## What is being asked
Where a line of the records holds the string "Sinoff", copy that line.

## Material shown

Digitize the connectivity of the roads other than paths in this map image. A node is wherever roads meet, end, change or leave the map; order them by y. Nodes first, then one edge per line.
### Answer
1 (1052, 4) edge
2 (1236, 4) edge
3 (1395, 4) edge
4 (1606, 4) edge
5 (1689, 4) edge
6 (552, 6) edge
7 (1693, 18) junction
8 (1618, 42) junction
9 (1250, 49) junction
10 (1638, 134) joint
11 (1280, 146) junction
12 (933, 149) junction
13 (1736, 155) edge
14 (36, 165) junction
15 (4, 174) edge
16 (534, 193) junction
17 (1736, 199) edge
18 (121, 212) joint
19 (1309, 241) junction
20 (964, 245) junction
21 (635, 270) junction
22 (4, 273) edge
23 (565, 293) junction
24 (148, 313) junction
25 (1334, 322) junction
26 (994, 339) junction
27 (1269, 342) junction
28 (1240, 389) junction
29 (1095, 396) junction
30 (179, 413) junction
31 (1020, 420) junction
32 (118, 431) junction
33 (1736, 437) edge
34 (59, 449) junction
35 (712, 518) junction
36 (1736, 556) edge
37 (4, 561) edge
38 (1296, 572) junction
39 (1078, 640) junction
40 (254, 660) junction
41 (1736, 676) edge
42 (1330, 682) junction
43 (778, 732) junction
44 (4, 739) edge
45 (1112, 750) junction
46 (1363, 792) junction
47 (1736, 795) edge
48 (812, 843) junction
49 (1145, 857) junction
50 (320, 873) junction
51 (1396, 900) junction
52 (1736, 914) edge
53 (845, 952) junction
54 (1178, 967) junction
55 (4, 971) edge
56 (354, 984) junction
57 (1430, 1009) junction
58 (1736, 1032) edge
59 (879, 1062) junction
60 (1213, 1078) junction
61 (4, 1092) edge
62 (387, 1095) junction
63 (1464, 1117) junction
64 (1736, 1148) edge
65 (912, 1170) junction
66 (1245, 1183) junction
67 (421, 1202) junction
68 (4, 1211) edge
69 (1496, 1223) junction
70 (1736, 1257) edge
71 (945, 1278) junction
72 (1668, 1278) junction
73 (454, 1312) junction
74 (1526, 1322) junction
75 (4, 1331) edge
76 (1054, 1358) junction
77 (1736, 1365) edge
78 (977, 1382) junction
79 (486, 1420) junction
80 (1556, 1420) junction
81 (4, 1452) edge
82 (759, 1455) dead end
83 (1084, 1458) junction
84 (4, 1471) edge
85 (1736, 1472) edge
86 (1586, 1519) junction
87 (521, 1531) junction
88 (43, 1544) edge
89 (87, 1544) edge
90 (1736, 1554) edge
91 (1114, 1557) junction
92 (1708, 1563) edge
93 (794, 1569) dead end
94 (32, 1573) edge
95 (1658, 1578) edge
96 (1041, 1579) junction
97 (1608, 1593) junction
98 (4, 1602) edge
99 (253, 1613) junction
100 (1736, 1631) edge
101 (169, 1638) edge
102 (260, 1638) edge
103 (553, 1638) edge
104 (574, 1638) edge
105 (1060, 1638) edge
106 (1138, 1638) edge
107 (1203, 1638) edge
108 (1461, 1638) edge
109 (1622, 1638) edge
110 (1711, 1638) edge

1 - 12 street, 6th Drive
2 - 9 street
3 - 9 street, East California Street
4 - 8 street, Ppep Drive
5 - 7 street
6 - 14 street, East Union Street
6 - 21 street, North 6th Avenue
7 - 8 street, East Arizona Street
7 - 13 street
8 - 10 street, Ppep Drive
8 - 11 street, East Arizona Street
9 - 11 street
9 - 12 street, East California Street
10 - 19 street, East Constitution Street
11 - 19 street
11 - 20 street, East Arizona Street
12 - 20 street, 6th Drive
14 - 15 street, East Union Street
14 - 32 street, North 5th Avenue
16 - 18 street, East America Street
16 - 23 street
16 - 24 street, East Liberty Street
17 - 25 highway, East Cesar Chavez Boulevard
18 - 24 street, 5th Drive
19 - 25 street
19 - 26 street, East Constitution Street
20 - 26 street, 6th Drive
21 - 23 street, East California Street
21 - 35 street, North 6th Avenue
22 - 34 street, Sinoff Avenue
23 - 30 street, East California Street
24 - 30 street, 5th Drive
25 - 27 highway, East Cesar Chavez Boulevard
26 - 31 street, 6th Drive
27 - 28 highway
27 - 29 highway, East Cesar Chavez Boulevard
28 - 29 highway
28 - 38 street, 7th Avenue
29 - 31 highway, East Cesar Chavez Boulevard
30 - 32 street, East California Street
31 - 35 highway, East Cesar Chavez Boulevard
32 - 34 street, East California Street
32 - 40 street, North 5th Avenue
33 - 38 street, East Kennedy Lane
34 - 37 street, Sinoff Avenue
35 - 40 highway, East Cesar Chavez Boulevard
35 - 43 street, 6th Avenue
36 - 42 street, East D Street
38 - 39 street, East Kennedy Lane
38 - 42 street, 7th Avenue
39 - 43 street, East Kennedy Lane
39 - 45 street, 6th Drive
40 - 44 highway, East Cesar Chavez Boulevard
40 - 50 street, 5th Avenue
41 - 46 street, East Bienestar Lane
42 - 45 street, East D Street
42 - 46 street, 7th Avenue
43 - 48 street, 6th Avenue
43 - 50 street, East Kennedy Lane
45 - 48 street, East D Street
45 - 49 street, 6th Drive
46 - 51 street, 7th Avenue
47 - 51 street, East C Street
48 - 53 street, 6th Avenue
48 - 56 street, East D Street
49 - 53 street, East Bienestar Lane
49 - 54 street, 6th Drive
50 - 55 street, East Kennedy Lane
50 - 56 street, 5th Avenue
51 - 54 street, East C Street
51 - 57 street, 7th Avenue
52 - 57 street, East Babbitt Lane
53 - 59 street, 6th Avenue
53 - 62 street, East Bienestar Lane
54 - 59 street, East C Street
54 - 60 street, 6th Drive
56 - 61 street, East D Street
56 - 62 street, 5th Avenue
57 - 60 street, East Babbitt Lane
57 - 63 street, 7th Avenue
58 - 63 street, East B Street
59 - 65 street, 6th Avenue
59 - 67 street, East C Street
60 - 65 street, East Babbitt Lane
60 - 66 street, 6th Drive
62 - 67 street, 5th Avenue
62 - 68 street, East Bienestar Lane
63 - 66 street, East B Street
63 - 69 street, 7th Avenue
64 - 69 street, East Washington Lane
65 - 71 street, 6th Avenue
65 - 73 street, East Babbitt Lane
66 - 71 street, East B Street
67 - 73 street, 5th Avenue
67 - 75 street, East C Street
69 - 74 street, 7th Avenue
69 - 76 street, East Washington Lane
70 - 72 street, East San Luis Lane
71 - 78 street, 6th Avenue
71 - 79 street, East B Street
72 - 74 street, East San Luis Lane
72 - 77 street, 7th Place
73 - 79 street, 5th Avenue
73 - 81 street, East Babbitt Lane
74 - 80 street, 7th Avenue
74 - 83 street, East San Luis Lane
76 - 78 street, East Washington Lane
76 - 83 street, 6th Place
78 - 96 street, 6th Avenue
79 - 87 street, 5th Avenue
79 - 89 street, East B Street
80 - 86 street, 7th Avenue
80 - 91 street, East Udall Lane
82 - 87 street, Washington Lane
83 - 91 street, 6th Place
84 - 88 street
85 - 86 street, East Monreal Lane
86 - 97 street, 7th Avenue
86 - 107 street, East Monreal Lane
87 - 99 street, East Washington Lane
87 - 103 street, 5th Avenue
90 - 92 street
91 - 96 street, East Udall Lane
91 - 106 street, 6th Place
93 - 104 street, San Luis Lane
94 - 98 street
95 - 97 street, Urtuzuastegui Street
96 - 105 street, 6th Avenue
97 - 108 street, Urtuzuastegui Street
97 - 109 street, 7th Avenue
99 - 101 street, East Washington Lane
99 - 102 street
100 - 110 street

## Problem solution
22 - 34 street, Sinoff Avenue
34 - 37 street, Sinoff Avenue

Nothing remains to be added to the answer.